Jean BernierL’hiver de force

Je ne sais pas pour vous, mais l’été qui se termine m’a plutôt fait l’effet d’un hiver. D’un rude hiver. Pourtant, Dieu sait qu’il a fait chaud.

Car l’hiver, dans notre pays, ne signifie-t-il pas silence, dormance, enfermement? Cet hiver-là a commencé le 23 mars, quand les librairies et les distributeurs ont fermé. Quel plus grand silence, pour un auteur, un éditeur, que celui de livres qui dorment dans des caisses ou qui sont en attente d’être imprimés? Un livre ne vit que quand il suscite une autre parole, un dialogue, une rencontre.

Et l’enfermement. Juste au moment où les jours commençaient à rallonger, nous nous sommes retrouvés encabanés comme nos aïeux aux premières neiges. Il fallait nous couvrir le visage quand nous quittions la maison, et nous écourtions nos sorties à l’extérieur, non pas pour nous protéger du froid, mais d’un mal que pouvaient nous transmettre nos semblables, et que nous pouvions à notre tour transmettre à nos vieux parents, aux plus fragiles, à ceux qui ont le plus besoin de chaleur. L’hiver du cœur.

Mais on sait que le silence et la dormance de l’hiver cachent une activité intense, et ce fut aussi le cas pour nous. Guettant impatiemment le retour des beaux jours, nous nous sommes tenus occupés à préparer nos livres. Nous nous affairions, séparés mais de concert, à mettre la dernière main aux trois premiers titres de la nouvelle collection « L’œil américain », dirigée par Louis Hamelin. Nous nous disions que vous auriez vous aussi envie, plus que jamais, de livres qui évoquent le grand air et les sortilèges de la nature, que vous n’hésiteriez pas à vous embarquer avec Muriel Wylie Blanchet pour explorer les fjords de la côte Ouest, comme elle le fait dans Les Étés de l’ourse.
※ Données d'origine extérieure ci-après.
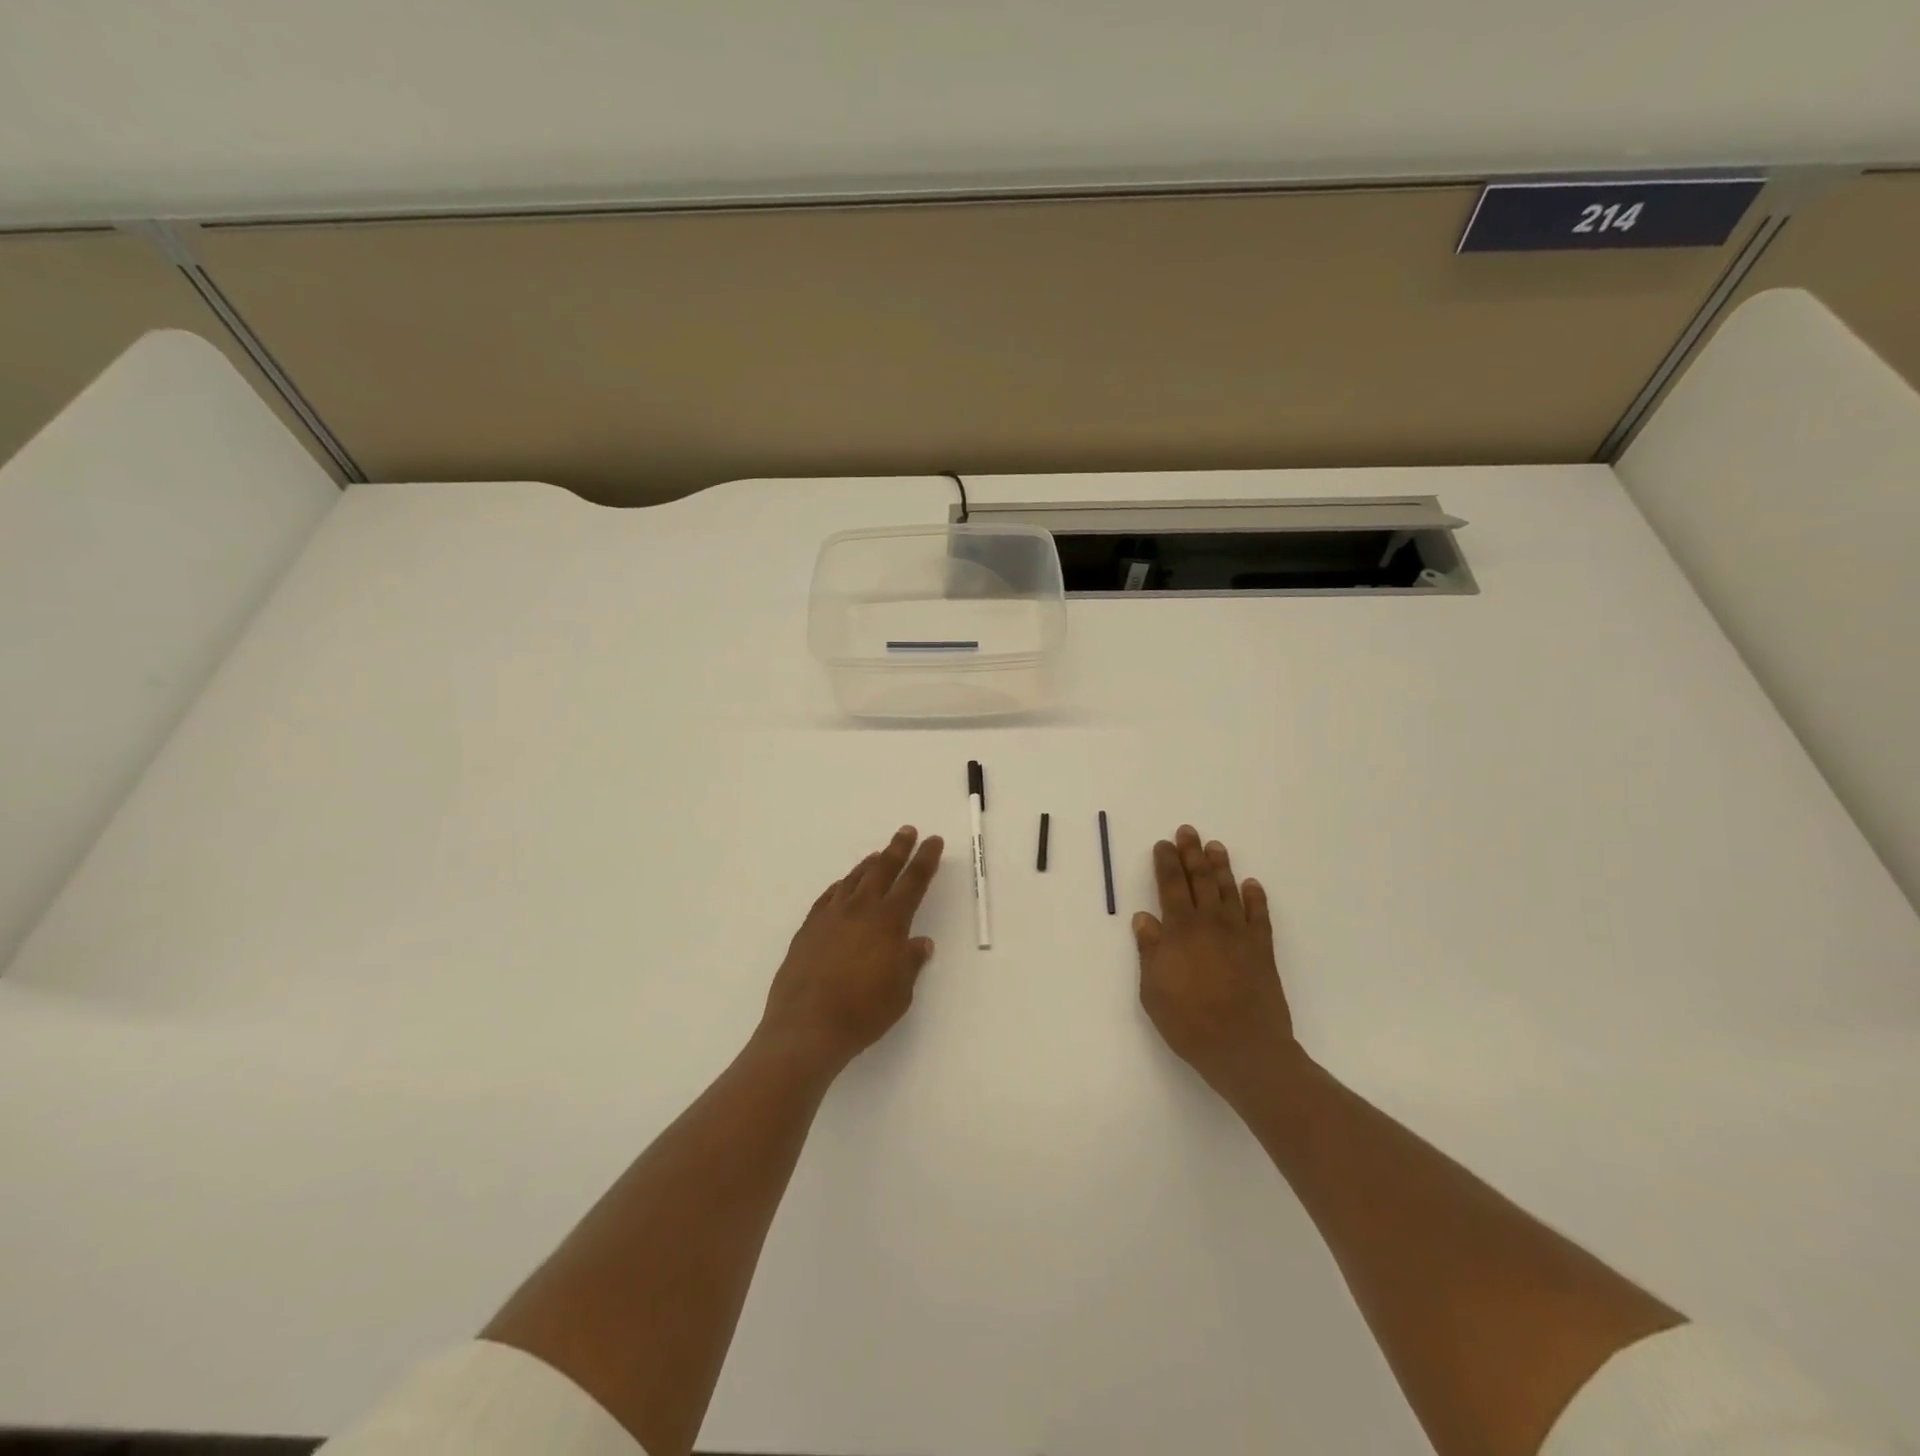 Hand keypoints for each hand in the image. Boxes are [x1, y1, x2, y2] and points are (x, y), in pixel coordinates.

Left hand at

Pour ma part, j’ai su que le printemps était enfin arrivé le 12 août, quand j’ai vu le sourire de ma libraire. Venaient de paraître deux romans, La Fille de la famille, de Louise Desjardins, et L’Œil de Jupiter, de Tristan Malavoy, et nous avons tout de suite senti qu’ils étaient accueillis par les lecteurs comme le petit miracle que produisent les perce-neige, avec leur entêtement à nous rappeler que la vie a vaincu le froid.

Et je savais que suivrait l’éclosion d’autres talents, de nouvelles paroles, comme celles de Mathieu Rolland, avec Souvenir de Night, qui évoque la force de vie et de mort que porte tout désir, et de Virginie Chaloux-Gendron, avec Fais de beaux rêves, qui nous ouvre les yeux sur l’extraordinaire complexité du geste de donner la vie.

Mais il y avait tout ce temps un autre silence. Des femmes ont pris la parole. Elles ont voulu le faire entre elles. Il ne fait pas de doute que cette volonté d’exclure les hommes de leur conversation, dans les circonstances, est légitime. Comment ne pas évoquer le bouleversant Ce qu’elles disent, de Miriam Toews. Mais cette volonté a également imposé le silence aux hommes, dont je fais partie. Impossible, quand on est un homme, de répondre à cette parole qui se dérobe, sinon par quelque déclaration vague, par quelque profession de bons sentiments. Les bons sentiments ne réussiront pas, je l’espère, à régler les questions qui sont soulevées là. À une amie qui me demandait ce que je pensais de tout cela, j’ai répondu que je ne peux chasser de mon esprit les dernières images du film Médée, de Pasolini. On y voit Médée/Callas allumer un brandon et le placer entre elle et Jason. Un rideau de feu sépare désormais les hommes et les femmes. Niente è più possibile ormai, crie-t-elle à l’homme qui l’a trahie. Rien n’est plus possible désormais.

À quand le printemps de cet hiver-là?